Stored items
════════════════════
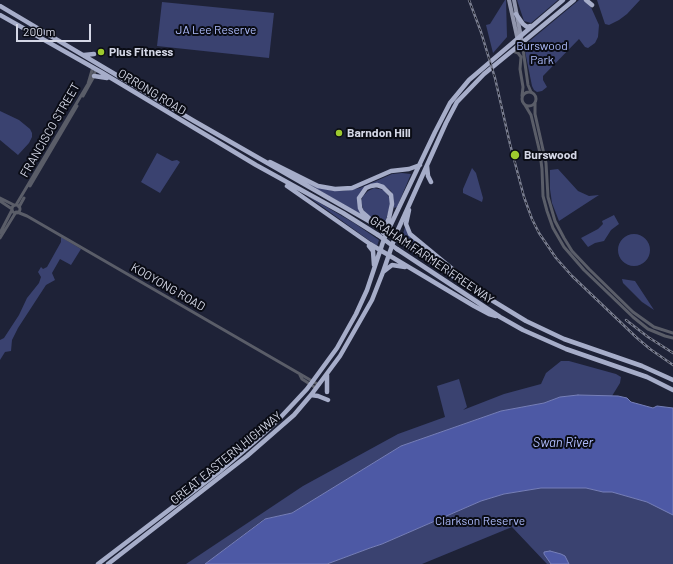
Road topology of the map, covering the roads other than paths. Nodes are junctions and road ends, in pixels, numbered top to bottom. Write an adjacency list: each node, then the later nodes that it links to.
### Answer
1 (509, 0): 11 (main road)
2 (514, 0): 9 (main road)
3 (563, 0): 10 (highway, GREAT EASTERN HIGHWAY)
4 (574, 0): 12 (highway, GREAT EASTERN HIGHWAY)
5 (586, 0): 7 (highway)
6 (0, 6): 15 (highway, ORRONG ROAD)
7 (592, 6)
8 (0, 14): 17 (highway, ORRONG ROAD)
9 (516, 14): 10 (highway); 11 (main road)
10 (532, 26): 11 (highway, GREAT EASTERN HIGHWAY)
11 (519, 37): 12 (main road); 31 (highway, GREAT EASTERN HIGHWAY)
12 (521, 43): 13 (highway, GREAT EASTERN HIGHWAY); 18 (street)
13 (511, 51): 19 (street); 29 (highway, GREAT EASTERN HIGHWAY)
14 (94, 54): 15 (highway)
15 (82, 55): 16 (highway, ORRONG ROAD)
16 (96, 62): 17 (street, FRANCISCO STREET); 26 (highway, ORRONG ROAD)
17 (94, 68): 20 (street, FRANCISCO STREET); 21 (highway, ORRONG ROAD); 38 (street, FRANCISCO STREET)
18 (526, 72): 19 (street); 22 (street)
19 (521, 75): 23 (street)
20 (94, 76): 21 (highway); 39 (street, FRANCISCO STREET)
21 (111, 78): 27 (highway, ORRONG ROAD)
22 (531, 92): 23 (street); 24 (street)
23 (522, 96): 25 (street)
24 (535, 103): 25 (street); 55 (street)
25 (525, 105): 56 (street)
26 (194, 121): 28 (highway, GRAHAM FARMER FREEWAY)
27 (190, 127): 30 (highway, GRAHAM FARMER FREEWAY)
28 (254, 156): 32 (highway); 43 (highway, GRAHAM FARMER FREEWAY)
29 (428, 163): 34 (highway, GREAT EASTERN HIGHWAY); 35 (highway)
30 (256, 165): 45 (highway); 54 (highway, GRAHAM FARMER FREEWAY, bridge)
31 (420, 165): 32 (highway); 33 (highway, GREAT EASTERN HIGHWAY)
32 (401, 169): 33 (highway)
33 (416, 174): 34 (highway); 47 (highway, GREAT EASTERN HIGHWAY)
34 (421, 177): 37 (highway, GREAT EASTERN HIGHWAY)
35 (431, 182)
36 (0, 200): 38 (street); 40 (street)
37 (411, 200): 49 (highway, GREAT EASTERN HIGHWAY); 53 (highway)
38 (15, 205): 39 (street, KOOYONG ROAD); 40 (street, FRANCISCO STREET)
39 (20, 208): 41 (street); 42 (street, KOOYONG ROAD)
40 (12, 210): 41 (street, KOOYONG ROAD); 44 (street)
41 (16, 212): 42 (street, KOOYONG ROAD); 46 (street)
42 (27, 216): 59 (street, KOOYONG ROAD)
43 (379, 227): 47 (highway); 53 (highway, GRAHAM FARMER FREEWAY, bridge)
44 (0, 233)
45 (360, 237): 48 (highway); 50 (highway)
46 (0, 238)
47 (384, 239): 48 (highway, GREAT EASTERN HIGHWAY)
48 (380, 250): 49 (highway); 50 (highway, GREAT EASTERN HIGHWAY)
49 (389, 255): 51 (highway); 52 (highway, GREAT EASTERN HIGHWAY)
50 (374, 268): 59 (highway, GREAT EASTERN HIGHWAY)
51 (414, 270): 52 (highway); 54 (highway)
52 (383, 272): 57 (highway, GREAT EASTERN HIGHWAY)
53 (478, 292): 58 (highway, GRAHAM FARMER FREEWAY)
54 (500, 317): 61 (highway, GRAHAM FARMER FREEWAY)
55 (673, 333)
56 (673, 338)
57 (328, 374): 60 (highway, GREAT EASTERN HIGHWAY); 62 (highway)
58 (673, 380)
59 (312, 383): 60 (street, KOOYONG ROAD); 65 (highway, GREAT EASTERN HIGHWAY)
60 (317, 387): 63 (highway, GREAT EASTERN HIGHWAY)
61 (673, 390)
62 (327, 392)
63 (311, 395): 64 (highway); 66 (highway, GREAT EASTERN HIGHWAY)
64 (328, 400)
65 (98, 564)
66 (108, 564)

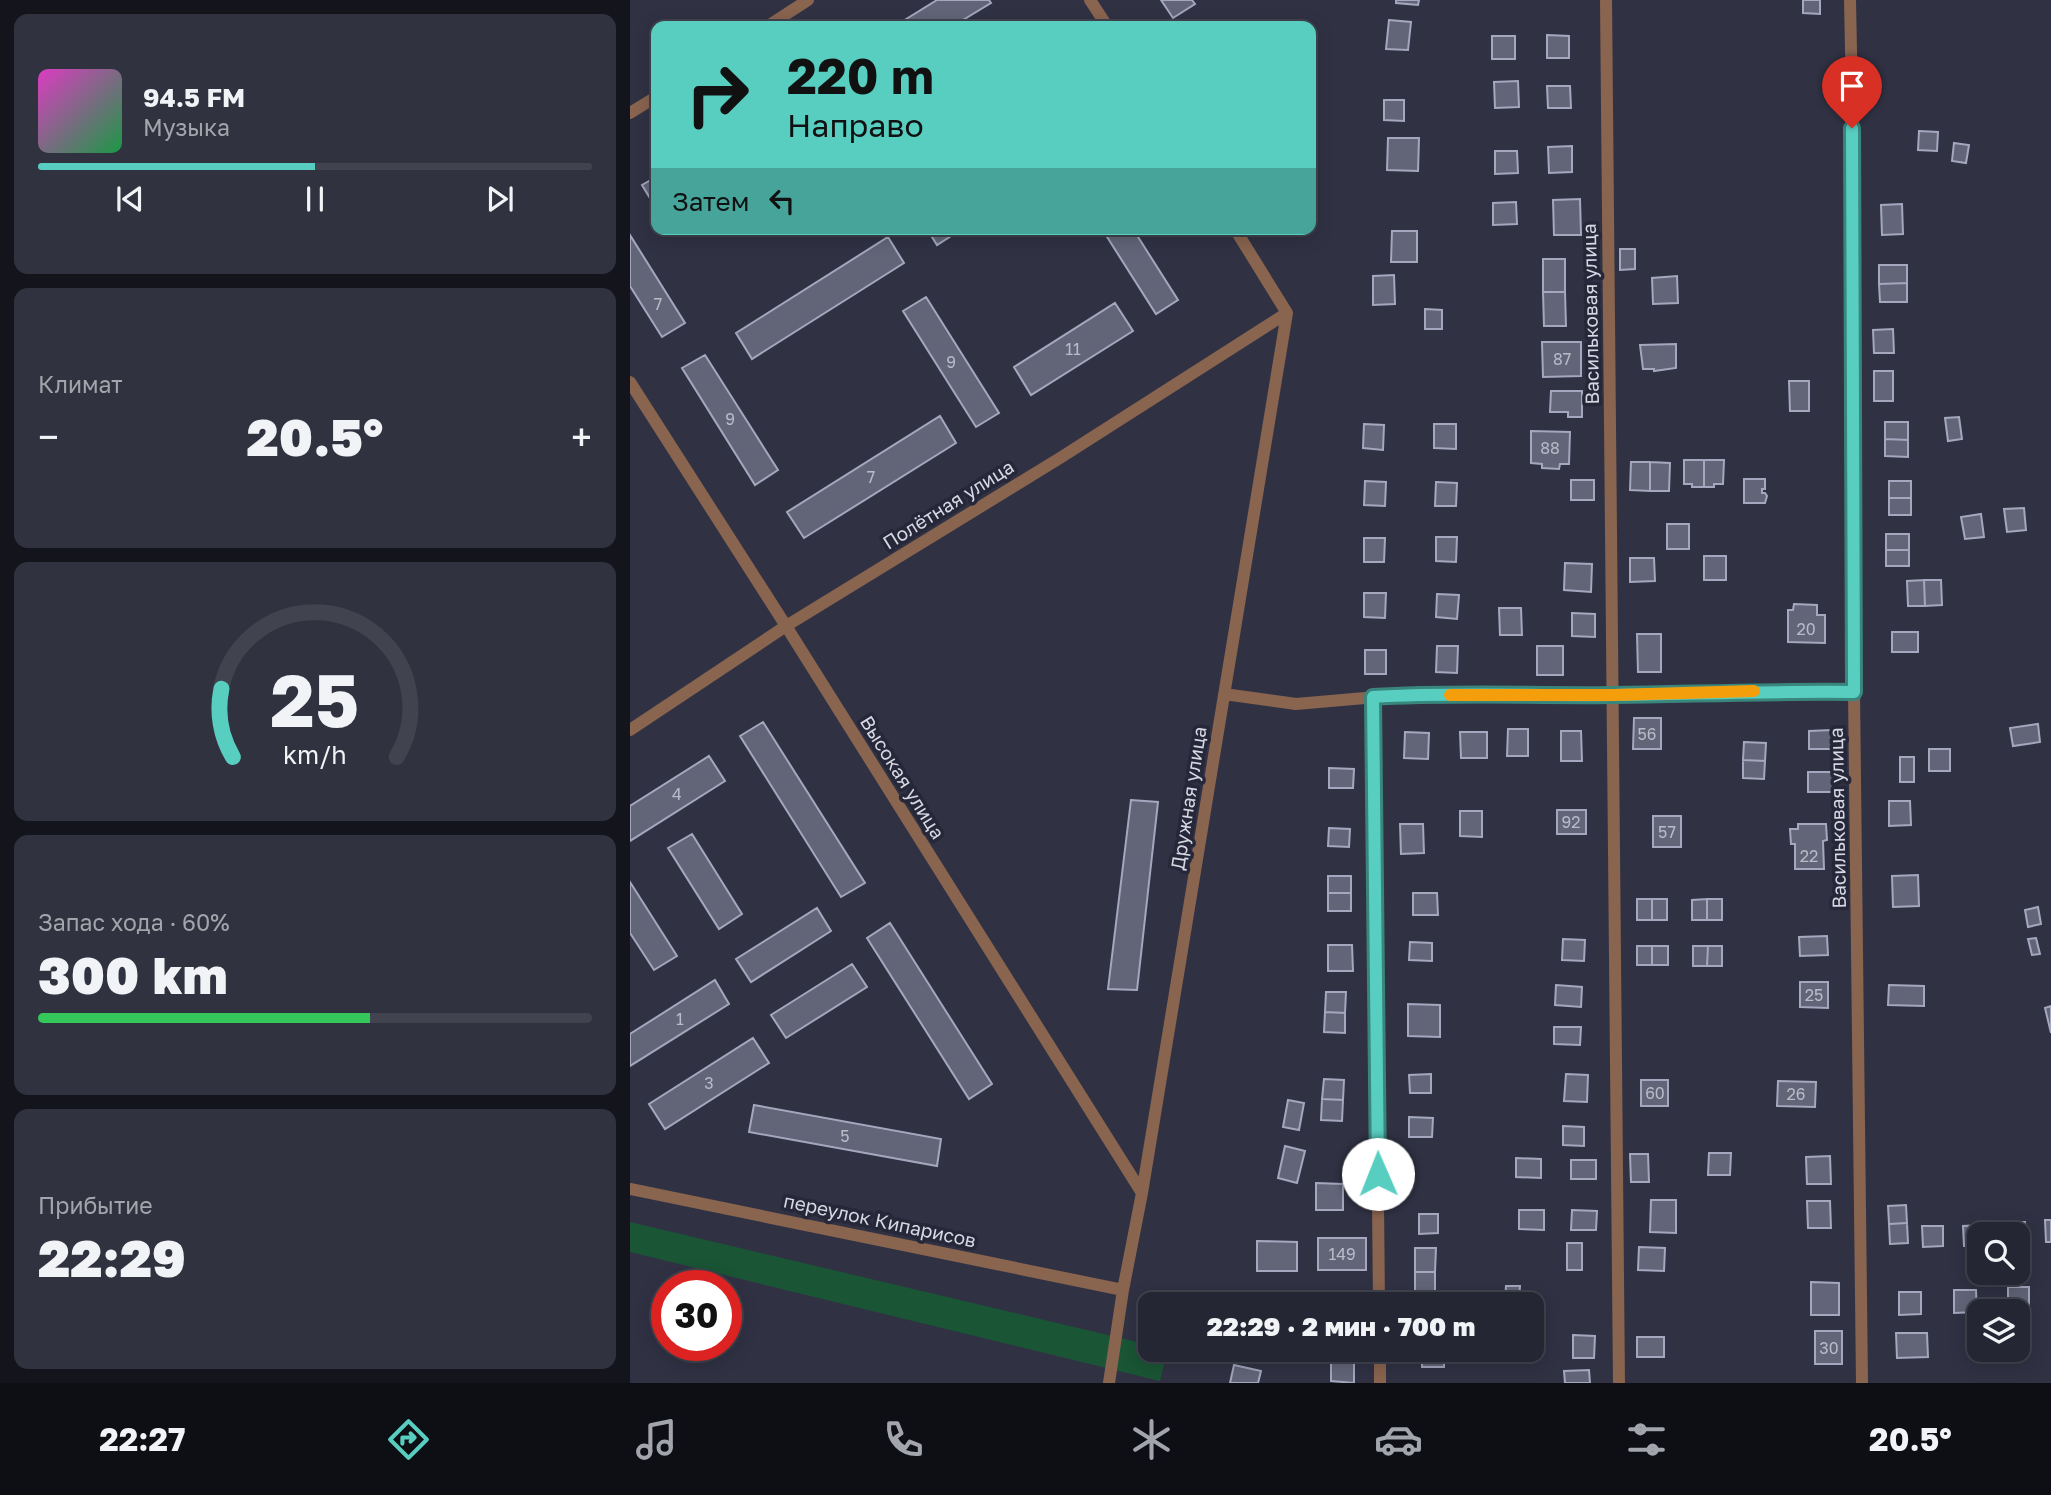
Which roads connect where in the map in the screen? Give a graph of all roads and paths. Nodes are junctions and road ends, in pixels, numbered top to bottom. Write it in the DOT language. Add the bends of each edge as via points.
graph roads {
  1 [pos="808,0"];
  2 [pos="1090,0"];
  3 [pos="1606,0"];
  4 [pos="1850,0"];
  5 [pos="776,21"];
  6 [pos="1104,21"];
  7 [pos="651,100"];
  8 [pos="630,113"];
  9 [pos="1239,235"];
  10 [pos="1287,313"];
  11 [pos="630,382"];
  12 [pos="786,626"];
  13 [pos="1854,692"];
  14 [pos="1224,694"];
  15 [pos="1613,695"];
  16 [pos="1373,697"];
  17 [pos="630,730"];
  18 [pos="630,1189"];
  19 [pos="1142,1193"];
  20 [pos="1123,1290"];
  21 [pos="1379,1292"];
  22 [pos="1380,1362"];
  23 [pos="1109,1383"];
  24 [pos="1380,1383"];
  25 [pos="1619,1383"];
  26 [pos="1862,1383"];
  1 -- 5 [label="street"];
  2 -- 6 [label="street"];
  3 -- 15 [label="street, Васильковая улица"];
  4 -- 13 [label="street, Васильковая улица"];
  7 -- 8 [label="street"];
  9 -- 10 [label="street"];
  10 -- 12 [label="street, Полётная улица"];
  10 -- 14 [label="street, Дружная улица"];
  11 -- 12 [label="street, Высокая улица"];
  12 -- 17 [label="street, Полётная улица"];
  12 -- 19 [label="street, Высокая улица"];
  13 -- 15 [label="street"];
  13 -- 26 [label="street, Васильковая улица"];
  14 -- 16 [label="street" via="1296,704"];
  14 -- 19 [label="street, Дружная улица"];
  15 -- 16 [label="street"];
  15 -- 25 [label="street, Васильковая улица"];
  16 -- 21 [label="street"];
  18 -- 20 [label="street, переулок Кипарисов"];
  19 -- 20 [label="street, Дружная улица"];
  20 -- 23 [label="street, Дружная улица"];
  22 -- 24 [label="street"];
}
════════════════════
**Exercise prompt**
Nothing but a number should be given: how many lines in the records hold the word "main".

**Result of this task**
4